Commentary

Dispatch from Rome: Militarism in America

For my money, one of the best military-political theorists of our time is retired Army Col. Andrew Bacevich. I recently re-read his 2005 instant classic, “The New American Militarism: How Americans are Seduced by War” that he wrote while serving as a professor of International Relations and History at Boston University. In his analysis, militarism in America is a sad reality. His observations over a decade ago are every bit as useful and on-point now as they were then — proof positive that the ultimate standard of a classic is to stand the test of time.

Bacevich begins his work with a statement of fact: “Today as never before in their history Americans are enthralled with military power. The global military supremacy that the United States presently enjoys — and is bent on perpetuating — has become central to our national identity.”

Although I believe that the author is quite correct in his assessment, I would take the position that militarism in America is in fact not altogether new, but merely now wearing a contemporary suit of clothes.

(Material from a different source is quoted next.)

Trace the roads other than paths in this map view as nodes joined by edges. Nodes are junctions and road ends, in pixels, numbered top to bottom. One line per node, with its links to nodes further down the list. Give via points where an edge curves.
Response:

In any case, modern or mature, the phenomenon presents a danger to the republic. What is this danger?

The wars in both Iraq and Afghanistan are telling. Bacevich points out that President George W. Bush stated unequivocally and implausibly that he would, “rid the world of evil.” We know that evil has been around for a long time and that achieving such an objective was not possible. In any case, a huge military would be necessary to attempt it. It may be worthwhile to point out that President Woodrow Wilson was cut from a similar, if less ambitious, bolt of cloth based in idealism. But in the attempt, Bush embraced militarism to strike out at perceived enemies in the wake of 9/11. However, Iraq had nothing to do with the attacks on the twin towers and Pentagon.

Bacevich goes on to state that “…Americans in our own time have fallen prey to militarism, manifesting itself in a romanticized view of soldiers, a tendency to see military power as the truest measure of national greatness…” Soldiers who know that there is nothing romantic about war inevitably ask themselves why else are we still in Afghanistan after two decades of conflict and what have we accomplished?

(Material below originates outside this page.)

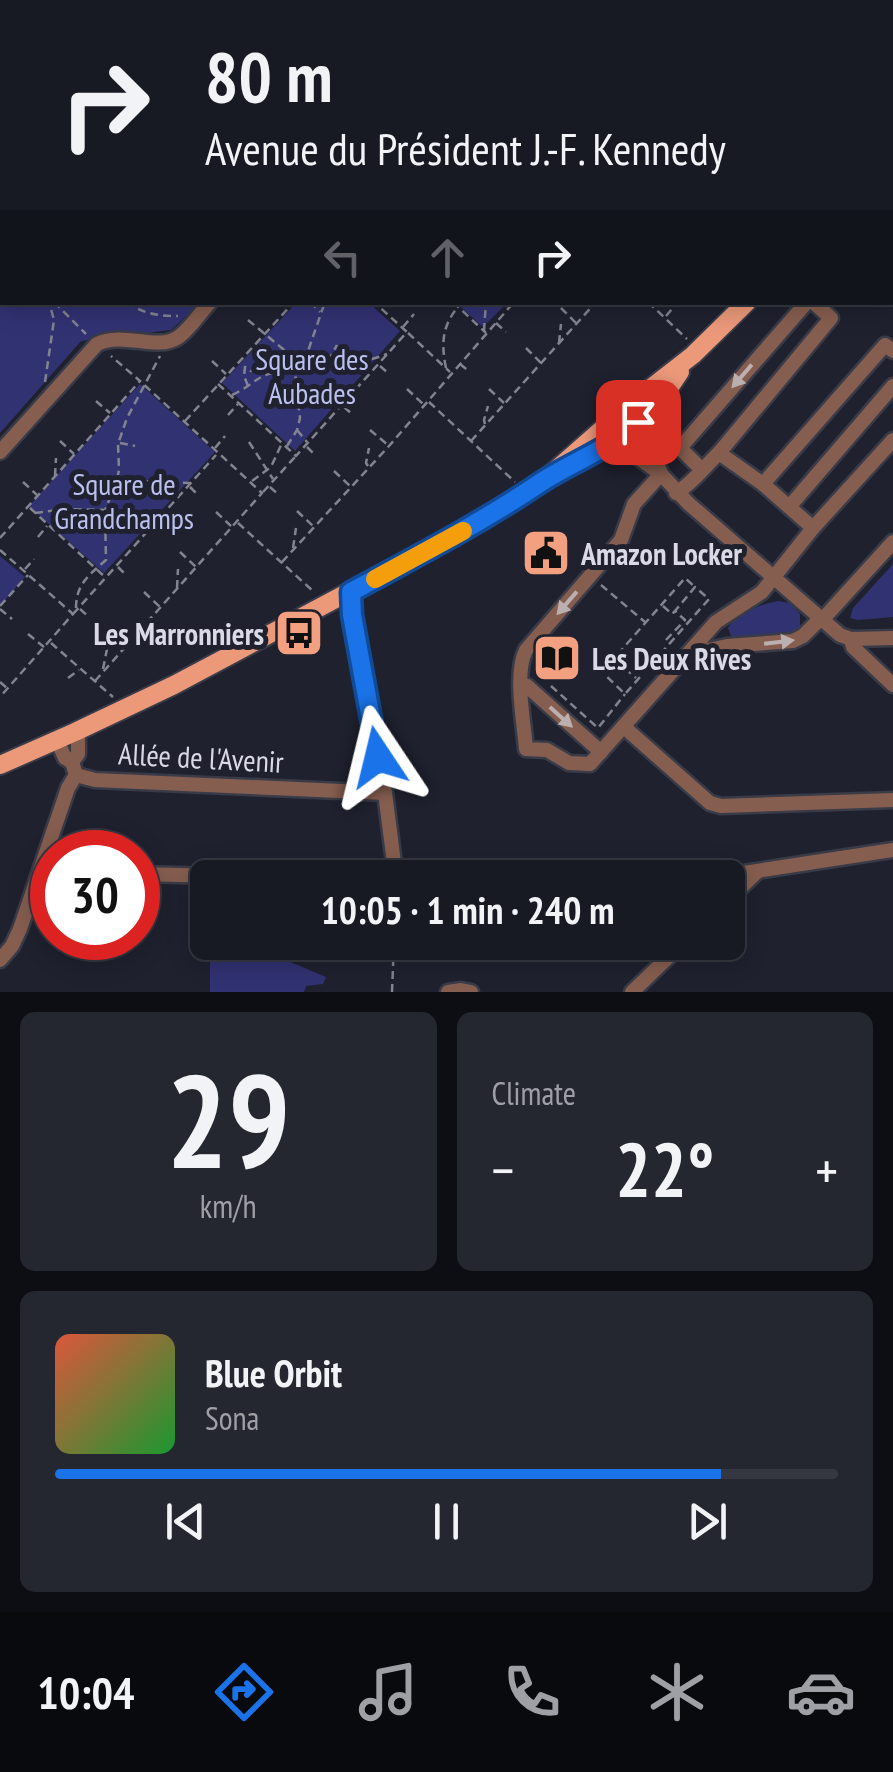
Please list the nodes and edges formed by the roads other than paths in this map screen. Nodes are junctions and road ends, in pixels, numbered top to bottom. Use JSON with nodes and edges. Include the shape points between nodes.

His analysis suggests a possible answer: “The Republican and Democratic parties may not be identical, but they produce nearly identical results. Money buys access and influence, the rich and famous get served, and those lacking wealth and celebrity get screwed…” “…the system is fundamentally corrupt and functions in ways inconsistent with the spirit of genuine democracy. This anyone with eyes to see recognizes.” The Republican Bush was followed by the Democrat Obama, who embraced with only a bit less enthusiasm the killing of terrorists with the military cudgel.

play_circle_filled Senior Drill Instructor Sgt. Jonathan M. Owens welcomes young men and women from across the country to Parris Island, South Carolina. (Pfc. Vanessa Austin/Marine Corps)
Bringing back the draft

Is it time to end the more than four-decade experiment of the all-volunteer armed forces and reinstate conscription?

It appears that the ideal of the citizen-soldier is all but dead, killed by the sacrifices it required of Middle America. But, the success of the all-volunteer Army is also problematic — further separating political decision-makers from any chance of being personally impacted by our nation’s conflicts. Because there is no active national draft, only a very tiny minority of the sons and daughters of the well-to-do currently serve in the military. Conversely, representation of the well-to-do among political elites is high.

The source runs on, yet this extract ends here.